::: Input data

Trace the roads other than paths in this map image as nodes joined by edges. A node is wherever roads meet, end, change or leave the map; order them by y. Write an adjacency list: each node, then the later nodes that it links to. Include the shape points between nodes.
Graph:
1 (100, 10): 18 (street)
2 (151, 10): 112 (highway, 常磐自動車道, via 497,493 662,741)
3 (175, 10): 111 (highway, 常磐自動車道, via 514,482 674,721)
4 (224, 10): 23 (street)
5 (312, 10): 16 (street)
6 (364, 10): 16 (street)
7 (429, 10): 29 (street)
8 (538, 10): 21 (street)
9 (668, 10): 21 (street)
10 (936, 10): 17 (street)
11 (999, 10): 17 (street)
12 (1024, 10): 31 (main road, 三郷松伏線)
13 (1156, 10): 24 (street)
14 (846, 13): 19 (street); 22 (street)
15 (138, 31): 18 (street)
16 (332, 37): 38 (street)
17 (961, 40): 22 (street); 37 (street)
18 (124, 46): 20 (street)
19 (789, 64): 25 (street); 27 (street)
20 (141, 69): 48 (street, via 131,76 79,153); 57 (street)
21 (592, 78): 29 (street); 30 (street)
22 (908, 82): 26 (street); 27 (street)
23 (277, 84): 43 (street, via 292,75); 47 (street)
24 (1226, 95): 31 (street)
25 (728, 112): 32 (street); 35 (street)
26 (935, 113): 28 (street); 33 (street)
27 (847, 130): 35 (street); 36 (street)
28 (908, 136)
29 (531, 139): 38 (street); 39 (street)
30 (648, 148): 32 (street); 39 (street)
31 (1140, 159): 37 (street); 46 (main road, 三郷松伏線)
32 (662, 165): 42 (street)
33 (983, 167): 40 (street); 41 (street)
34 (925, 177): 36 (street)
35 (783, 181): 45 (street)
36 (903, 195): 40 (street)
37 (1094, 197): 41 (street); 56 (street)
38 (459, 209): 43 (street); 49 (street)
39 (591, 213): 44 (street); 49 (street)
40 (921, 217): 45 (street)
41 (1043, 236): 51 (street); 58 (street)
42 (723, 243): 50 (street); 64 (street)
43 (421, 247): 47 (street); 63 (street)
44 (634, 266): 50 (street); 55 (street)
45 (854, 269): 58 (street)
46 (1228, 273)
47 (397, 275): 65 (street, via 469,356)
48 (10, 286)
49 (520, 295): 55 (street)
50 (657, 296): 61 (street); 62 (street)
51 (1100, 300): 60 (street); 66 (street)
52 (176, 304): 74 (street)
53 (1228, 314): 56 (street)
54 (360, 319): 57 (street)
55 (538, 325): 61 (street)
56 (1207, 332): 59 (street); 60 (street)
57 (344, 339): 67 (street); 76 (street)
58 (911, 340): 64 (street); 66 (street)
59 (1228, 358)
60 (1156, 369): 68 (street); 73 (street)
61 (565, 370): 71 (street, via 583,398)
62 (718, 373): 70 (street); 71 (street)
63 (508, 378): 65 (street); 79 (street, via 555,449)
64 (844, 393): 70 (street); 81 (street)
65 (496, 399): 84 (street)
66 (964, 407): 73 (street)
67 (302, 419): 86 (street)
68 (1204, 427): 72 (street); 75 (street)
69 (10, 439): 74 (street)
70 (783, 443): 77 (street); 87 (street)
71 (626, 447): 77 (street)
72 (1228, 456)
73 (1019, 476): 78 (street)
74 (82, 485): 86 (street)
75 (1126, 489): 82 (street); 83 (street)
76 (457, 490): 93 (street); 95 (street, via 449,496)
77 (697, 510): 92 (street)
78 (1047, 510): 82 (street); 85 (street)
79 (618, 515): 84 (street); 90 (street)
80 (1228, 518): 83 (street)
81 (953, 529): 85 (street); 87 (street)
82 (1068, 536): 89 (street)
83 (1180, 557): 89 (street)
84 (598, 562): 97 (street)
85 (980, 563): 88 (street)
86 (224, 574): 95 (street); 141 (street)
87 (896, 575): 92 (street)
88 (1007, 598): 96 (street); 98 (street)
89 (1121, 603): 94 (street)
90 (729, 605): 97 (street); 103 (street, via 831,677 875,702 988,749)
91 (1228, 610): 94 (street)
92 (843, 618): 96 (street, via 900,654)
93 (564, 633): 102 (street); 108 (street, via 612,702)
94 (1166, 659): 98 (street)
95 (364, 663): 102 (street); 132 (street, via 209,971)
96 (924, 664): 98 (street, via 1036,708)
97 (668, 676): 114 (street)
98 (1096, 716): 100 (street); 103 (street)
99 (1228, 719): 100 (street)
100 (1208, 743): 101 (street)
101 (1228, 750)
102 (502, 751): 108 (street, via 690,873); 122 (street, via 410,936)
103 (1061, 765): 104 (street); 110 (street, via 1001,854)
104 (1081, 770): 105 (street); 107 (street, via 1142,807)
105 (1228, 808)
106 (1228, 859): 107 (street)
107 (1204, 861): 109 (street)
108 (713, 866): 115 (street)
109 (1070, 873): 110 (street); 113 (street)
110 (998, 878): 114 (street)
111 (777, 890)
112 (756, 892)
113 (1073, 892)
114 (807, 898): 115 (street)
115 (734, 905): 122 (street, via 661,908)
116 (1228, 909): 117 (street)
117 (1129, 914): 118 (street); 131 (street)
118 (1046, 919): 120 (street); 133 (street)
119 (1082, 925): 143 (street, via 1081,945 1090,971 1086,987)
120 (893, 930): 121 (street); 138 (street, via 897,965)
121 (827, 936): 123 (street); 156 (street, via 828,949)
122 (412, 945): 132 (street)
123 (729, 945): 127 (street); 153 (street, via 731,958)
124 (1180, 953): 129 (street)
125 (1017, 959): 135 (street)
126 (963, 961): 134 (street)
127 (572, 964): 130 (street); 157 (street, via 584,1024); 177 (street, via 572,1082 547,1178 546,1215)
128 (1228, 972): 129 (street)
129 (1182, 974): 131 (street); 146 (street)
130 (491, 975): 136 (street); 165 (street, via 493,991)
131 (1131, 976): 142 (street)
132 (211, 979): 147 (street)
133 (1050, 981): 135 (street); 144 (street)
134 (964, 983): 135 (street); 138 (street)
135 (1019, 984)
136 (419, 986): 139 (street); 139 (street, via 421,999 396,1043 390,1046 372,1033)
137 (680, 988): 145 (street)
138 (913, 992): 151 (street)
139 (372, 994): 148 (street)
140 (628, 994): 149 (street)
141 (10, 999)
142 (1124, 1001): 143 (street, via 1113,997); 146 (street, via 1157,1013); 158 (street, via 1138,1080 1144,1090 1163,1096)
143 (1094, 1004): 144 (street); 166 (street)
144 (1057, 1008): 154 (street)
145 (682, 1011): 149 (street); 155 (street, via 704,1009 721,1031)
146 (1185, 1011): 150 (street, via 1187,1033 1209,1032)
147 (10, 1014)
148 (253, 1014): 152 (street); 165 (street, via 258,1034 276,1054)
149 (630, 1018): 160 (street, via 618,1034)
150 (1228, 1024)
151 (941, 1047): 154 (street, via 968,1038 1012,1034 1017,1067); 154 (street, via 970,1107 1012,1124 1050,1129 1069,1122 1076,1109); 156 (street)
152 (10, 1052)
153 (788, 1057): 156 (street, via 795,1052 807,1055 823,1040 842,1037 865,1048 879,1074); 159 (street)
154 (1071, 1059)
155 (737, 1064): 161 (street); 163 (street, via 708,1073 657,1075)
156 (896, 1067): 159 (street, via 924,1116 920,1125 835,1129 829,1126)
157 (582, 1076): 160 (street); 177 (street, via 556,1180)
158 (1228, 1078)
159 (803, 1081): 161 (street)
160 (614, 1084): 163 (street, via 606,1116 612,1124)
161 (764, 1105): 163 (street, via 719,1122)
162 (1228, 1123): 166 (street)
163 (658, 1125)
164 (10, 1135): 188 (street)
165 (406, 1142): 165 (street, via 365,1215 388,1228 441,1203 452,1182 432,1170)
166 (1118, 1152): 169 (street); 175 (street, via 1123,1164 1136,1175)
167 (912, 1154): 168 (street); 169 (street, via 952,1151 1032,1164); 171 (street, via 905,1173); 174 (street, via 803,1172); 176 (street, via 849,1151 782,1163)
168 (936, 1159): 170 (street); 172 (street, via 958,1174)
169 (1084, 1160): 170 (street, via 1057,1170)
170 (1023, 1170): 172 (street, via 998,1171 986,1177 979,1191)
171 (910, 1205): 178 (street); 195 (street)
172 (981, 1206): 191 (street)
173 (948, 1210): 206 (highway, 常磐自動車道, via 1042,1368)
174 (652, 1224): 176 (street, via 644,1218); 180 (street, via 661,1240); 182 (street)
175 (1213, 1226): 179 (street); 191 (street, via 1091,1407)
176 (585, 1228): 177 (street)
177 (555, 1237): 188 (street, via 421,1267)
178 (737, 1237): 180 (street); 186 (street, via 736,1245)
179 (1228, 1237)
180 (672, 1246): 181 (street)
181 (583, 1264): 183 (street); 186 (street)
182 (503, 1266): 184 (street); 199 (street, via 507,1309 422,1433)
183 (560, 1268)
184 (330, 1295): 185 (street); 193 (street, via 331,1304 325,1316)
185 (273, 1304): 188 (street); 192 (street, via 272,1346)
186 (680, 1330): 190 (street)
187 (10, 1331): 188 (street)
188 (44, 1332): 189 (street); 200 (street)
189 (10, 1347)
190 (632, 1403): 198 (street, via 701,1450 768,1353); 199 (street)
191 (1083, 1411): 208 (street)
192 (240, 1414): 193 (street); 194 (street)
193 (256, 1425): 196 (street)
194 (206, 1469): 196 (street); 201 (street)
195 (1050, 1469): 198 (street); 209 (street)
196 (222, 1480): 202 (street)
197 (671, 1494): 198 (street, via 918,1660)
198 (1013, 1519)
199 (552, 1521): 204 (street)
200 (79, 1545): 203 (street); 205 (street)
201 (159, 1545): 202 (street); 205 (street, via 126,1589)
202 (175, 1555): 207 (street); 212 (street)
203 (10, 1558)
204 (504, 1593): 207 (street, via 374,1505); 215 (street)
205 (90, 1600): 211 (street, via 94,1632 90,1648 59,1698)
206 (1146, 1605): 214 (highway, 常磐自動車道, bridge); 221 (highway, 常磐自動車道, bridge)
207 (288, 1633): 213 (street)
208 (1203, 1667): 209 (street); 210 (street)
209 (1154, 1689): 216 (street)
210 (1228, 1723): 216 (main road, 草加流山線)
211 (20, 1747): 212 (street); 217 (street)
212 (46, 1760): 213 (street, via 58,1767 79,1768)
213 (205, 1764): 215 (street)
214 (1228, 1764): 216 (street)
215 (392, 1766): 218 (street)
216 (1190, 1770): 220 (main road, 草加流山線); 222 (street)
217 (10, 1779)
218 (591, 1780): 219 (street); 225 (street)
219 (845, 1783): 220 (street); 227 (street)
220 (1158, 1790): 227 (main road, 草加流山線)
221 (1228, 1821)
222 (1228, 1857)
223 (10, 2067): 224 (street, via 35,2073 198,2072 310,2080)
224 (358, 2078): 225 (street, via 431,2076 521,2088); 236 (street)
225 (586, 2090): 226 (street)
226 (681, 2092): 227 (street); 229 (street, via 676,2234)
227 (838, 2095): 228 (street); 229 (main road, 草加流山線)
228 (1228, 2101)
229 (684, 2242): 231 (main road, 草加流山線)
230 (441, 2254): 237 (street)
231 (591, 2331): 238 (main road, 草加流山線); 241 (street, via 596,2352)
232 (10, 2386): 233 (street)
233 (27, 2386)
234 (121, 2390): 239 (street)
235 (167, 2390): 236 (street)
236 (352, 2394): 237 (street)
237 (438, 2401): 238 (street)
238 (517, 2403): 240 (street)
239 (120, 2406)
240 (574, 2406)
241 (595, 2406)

::::::

▸ Directions for this task
A count is all that should be returned: the number of lines in these records containing the string "三郷松伏線".

▸ Exercise response
2